Second, the U.S. national team pretty much sucks. DaMarcus Beasley need not even suit up for Saturday's match versus Italy or yours truly will go apolectic. But watching the U.S. play, and anticipating a trip to Denver to see an MLS game, has spurred pipe dreams about coaching soccer. I really do see that in my future.

Third, I'd like to see an African nation advance but I'm not sure it'll happen. Ghana is in the U.S.'s group, but so are Italy and the Czechs, and those two are the favorites to survive. The Ivory Coast played well but still lost; Tunisia stands no chance. We'll see what shakes.

Okay, folks, I'm off to write a check for like $4,000 so that some group of people can officially say I'm qualified to do something. Wheeeee!

Tuesday, June 13, 2006

The Church of Trout, Part 1: History

I've thought a bit about religion over the course of my life: raised Methodist and Presbyterian, my journey since has been a paint-by-numbers exploration of spirituality as experienced by so many other middle-class liberals in 20th and 21st century America.

I was a doubting Thomas by my late teens and thanks to my bestest manfriend, a full-on atheist by my early twenties. The hippy in me, however, kept pointing at spiritual and sacred experiences and asking politely for an explanation. "Hey, man," my inner hippy would ask, "how come we find peace in the mountains?" Or, "Hey, man, why do you like gospel music so much?" Sometimes my inner hippy would get really, really heavy: "Hey, man, is it really so ridiculous to think that we have souls and a larger purpose?"

And so from the plains of atheism I ventured, tentatively, into the tangles of agnosticism for a few years. Somewhere in there I found the Buddha; I lost the Buddha; I found him again a few months ago. We're not the closest pals anymore but he's still around.

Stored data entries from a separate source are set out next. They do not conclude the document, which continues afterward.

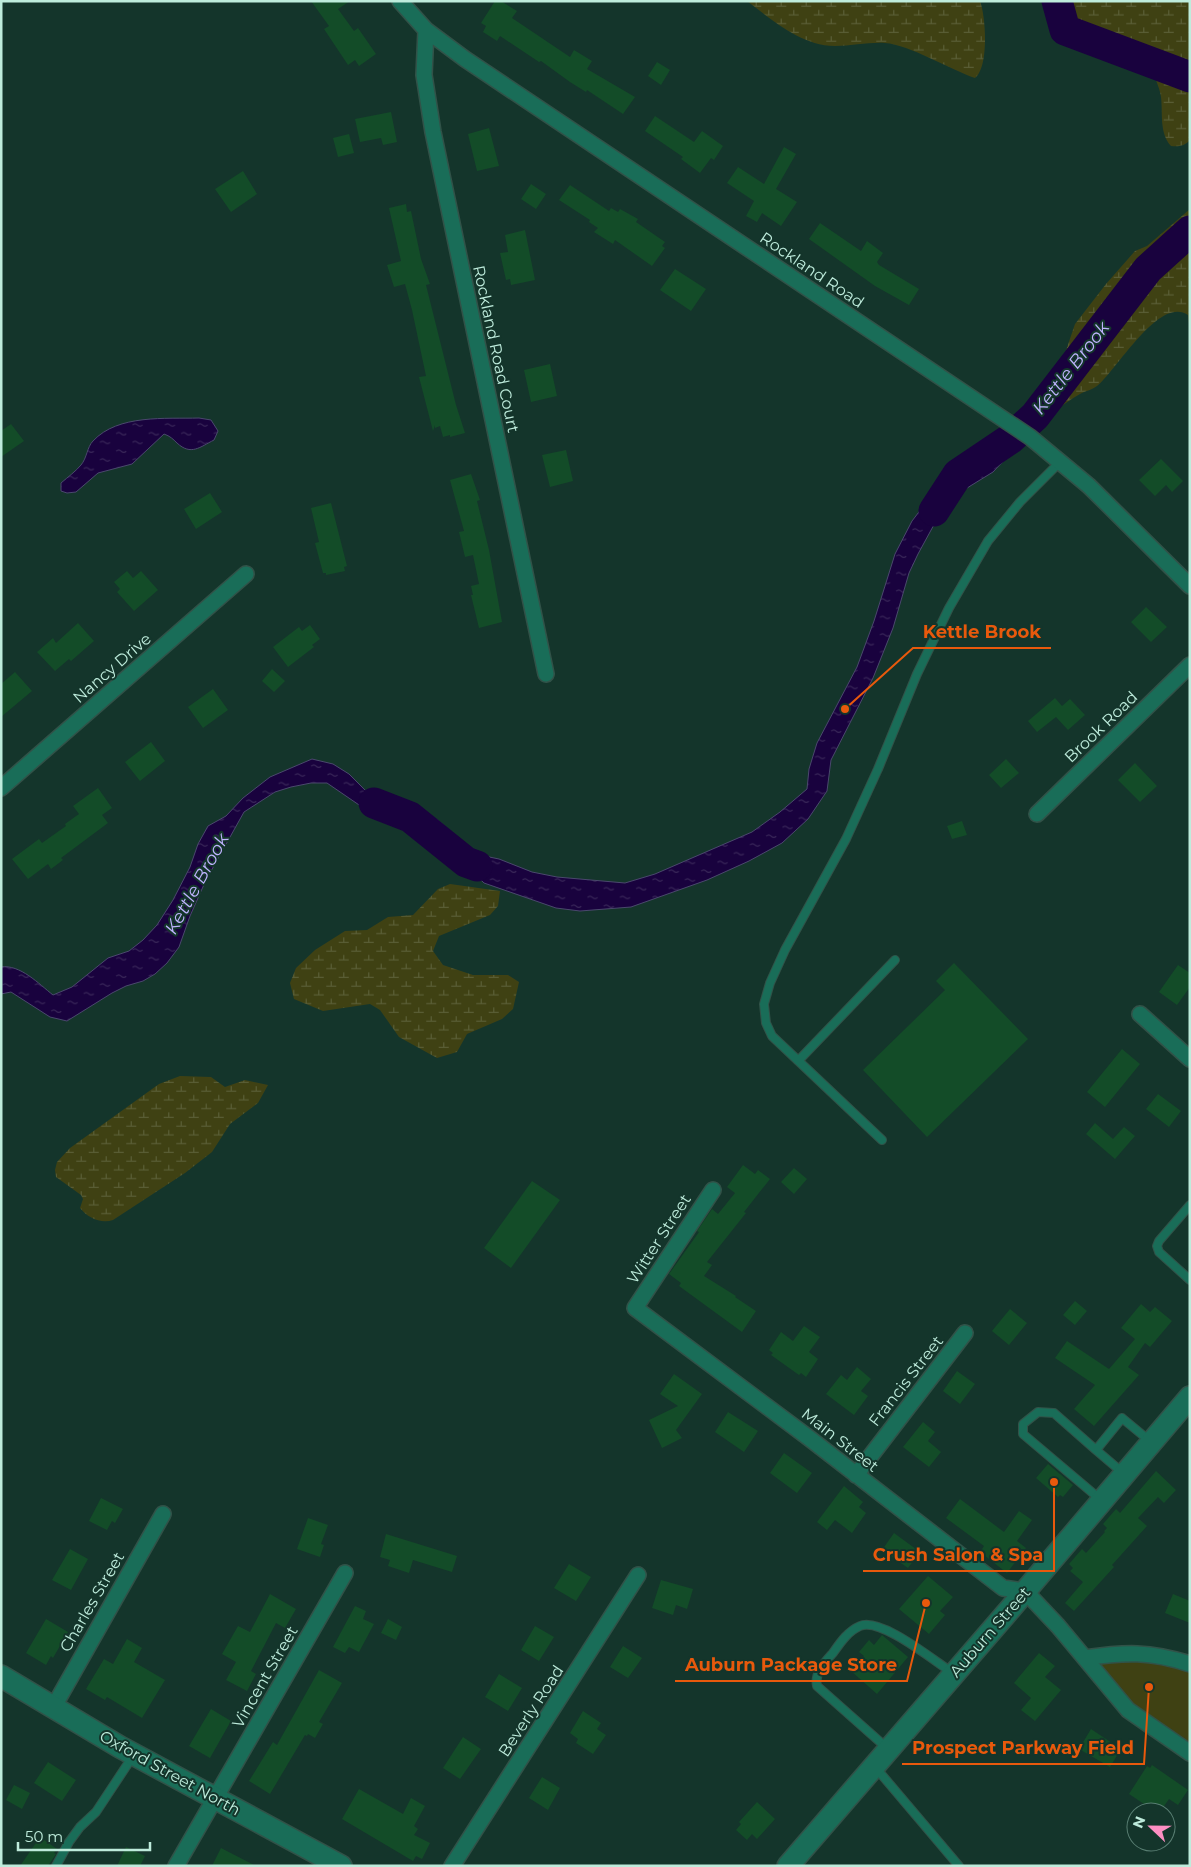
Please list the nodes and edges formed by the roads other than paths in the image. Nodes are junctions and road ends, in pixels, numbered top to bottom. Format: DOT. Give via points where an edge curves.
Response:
graph roads {
  1 [pos="400,1"];
  2 [pos="426,30"];
  3 [pos="1061,461"];
  4 [pos="246,574"];
  5 [pos="1190,586"];
  6 [pos="1190,664"];
  7 [pos="546,674"];
  8 [pos="1,788"];
  9 [pos="1037,814"];
  10 [pos="895,960"];
  11 [pos="1140,1014"];
  12 [pos="1190,1059"];
  13 [pos="799,1060"];
  14 [pos="882,1140"];
  15 [pos="713,1190"];
  16 [pos="1190,1205"];
  17 [pos="1190,1280"];
  18 [pos="635,1308"];
  19 [pos="965,1333"];
  20 [pos="1190,1397"];
  21 [pos="1152,1443"];
  22 [pos="1096,1450"];
  23 [pos="856,1475"];
  24 [pos="1125,1475"];
  25 [pos="1102,1501"];
  26 [pos="163,1514"];
  27 [pos="345,1573"];
  28 [pos="638,1575"];
  29 [pos="1025,1591"];
  30 [pos="1085,1658"];
  31 [pos="1190,1664"];
  32 [pos="954,1674"];
  33 [pos="1,1676"];
  34 [pos="53,1708"];
  35 [pos="889,1750"];
  36 [pos="1190,1753"];
  37 [pos="134,1754"];
  38 [pos="875,1767"];
  39 [pos="216,1798"];
  40 [pos="56,1866"];
  41 [pos="176,1866"];
  42 [pos="341,1866"];
  43 [pos="452,1866"];
  44 [pos="788,1866"];
  45 [pos="959,1866"];
  1 -- 2 [label="street, Rockland Road"];
  2 -- 3 [label="street, Rockland Road" via="607,155 1016,427"];
  2 -- 7 [label="street, Rockland Road Court" via="424,75 432,132"];
  3 -- 5 [label="street, Rockland Road"];
  3 -- 13 [label="lane" via="1020,502 988,541 950,608 917,674 846,839 770,983 764,1004 766,1023 772,1036"];
  4 -- 8 [label="street, Nancy Drive"];
  6 -- 9 [label="street, Brook Road"];
  10 -- 13 [label="lane"];
  11 -- 12 [label="street"];
  13 -- 14 [label="lane"];
  15 -- 18 [label="street, Witter Street"];
  16 -- 17 [label="lane" via="1157,1246 1159,1252"];
  18 -- 23 [label="street, Main Street"];
  19 -- 23 [label="street, Francis Street"];
  20 -- 21 [label="main road, Auburn Street"];
  21 -- 22 [label="lane" via="1122,1418"];
  21 -- 24 [label="main road, Auburn Street"];
  22 -- 24 [label="lane"];
  22 -- 25 [label="lane" via="1054,1413 1038,1412 1023,1424 1023,1434"];
  23 -- 29 [label="street, Main Street" via="1003,1588"];
  24 -- 25 [label="main road, Auburn Street"];
  25 -- 29 [label="main road, Auburn Street"];
  26 -- 34 [label="street, Charles Street"];
  27 -- 39 [label="street, Vincent Street"];
  28 -- 43 [label="street, Beverly Road"];
  29 -- 30 [label="street"];
  29 -- 32 [label="main road, Auburn Street"];
  30 -- 31 [label="street" via="1142,1652"];
  30 -- 36 [label="street" via="1133,1715"];
  32 -- 35 [label="main road, Auburn Street"];
  32 -- 35 [label="lane" via="882,1627 860,1626 848,1634 820,1668 817,1686"];
  33 -- 34 [label="main road, Oxford Street North"];
  34 -- 37 [label="main road, Oxford Street North"];
  35 -- 38 [label="main road, Auburn Street"];
  37 -- 39 [label="main road, Oxford Street North"];
  37 -- 40 [label="lane" via="96,1812 69,1842"];
  38 -- 44 [label="main road, Auburn Street"];
  38 -- 45 [label="lane"];
  39 -- 41 [label="street, Vincent Street"];
  39 -- 42 [label="main road, Oxford Street North"];
}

Now, for all this searching, I've come to realize a few things about religion. First, no one person or sect has the answer. They can't. The only way we'll know for sure is by dying, and, well, why don't you go first and get back to me. Second, any interpretation of a sacred book is just that, no more. All people understand God and scripture differently, even people in the same church – we are individuals with separate minds and thus separate relationships to the sacred. Third, all organized religions have mandated make-believe notions and the sooner the human species abandons the make-believe the better off we'll all be. Faith itself is fine; helpful even in some circumstances (orphanages, for example, or church-based community services). But faith taken to extremes is precisely why this world is so effed up.

Keep piling on the make-believe for generations and eventually you wind up with snake handlers. Eventually you wind up with the Crusades; with suicide bombers; you wind up with slavery and abortion doctors sniped through their kitchen windows and protests at soldiers' funerals. You wind up with ritual suicides and the Holocaust. Eventually you wind up with bugshit insane ideas about how old the earth is. Eventually you wind up with the religious right.

Stay tuned for The Church of Trout, Part 2: Saving Yourself from Christianism

Monday, June 12, 2006


The USA lost to the Czechs 3-0 just a bit ago, and although I'm all mopey and not really in the mood to write, I figure my 200 million strong readership would like an update of some sort. And yes, those longer posts promised a while ago are still in the works.

First, soccer will never catch on in the U.S. if our national team continues to play like the Billings JV squad after a Dorritos and ritalin binge. Watching the game today reminded me of watching Illinois basketball: remarkable talent sabotaged by a serious lack of motivation. If I ever coach - and I'm not saying I will, but if I ever do - you can bet my players will be motivated and ready to play, or they will be substituted out. Quickly.

Second, Kathryn came up this weekend and that was pretty awesome. We bought a soccer ball yesterday and kicked it around. While this stocky, 34 year old frame of mine still retains a bit of speed, she surprised me with some quick bursts and sustained speed on breakways, undoubtedly because of her lanky frame... and she was in a damn skirt. If we ever have kids - and I'm not saying we will, but if we ever do - you can bet they're going to be little musical geniuses who outrun cheetahs in their spare time.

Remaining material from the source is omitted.